Dataset entries
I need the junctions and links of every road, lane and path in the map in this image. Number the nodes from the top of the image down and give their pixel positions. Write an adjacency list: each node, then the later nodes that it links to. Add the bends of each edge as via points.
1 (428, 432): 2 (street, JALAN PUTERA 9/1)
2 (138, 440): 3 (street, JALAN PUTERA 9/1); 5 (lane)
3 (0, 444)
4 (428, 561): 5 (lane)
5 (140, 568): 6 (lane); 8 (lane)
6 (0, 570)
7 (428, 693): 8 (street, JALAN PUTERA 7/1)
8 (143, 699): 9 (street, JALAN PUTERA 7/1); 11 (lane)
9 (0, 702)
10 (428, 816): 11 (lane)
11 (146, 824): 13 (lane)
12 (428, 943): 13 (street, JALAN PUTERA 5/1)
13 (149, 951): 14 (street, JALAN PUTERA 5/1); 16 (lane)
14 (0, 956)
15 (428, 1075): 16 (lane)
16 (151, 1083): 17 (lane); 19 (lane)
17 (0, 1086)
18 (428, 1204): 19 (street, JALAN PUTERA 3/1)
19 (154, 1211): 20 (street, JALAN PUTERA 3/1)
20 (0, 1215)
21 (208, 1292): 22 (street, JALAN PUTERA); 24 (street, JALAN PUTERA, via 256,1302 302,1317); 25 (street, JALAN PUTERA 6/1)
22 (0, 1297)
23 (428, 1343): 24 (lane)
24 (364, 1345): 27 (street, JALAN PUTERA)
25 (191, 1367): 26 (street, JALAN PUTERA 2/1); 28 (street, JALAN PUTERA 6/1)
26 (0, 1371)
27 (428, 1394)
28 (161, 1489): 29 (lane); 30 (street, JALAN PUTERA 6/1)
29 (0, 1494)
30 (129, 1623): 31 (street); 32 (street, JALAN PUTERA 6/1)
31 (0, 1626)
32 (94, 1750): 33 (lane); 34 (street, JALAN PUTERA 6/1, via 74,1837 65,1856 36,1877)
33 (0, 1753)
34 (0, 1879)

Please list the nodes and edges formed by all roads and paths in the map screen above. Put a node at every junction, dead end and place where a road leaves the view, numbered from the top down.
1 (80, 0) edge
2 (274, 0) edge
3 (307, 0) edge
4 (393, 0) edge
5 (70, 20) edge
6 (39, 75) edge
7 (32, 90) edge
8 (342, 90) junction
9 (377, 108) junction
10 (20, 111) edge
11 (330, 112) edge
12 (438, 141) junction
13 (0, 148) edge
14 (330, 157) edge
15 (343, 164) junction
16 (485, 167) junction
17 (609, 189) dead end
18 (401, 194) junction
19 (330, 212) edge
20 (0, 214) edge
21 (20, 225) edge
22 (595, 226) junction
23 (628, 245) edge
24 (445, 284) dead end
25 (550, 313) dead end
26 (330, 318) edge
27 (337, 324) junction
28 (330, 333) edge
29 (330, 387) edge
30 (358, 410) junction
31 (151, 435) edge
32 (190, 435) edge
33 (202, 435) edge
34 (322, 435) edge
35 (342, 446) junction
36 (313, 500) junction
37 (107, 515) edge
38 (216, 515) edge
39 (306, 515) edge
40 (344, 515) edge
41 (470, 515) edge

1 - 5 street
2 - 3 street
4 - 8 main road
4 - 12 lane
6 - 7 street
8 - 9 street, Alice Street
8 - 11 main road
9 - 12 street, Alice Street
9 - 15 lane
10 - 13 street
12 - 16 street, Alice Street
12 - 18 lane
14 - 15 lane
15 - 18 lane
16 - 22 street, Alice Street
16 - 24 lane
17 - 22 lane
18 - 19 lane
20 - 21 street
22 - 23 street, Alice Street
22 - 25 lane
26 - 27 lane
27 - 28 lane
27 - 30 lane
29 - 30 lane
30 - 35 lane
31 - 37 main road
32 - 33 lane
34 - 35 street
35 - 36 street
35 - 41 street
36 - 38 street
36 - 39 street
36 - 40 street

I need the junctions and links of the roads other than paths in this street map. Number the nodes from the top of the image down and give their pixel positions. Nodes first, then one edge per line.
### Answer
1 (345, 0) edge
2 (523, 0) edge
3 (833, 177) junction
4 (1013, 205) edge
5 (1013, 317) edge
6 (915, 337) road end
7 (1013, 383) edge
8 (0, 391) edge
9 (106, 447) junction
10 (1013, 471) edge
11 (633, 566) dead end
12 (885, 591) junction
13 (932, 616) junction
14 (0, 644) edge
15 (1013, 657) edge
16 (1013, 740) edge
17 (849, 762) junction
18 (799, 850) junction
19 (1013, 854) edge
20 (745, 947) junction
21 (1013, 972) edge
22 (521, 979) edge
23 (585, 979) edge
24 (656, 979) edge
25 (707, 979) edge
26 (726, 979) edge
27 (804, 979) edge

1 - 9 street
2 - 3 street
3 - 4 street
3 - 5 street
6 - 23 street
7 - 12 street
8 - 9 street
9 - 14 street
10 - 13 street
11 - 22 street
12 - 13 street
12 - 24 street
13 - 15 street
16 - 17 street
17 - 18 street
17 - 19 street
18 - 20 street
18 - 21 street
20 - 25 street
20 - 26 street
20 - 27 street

DESCRIPTION OF THE TASK: Scan the entries above for the word "dead", then copy every line in which it occurs.

PROBLEM SOLUTION:
Please list the nodes and edges formed by all roads and paths in the map screen above. Put a node at every junction, dead end and place where a road leaves the view, numbered from the top down.
17 (609, 189) dead end
24 (445, 284) dead end
25 (550, 313) dead end
11 (633, 566) dead end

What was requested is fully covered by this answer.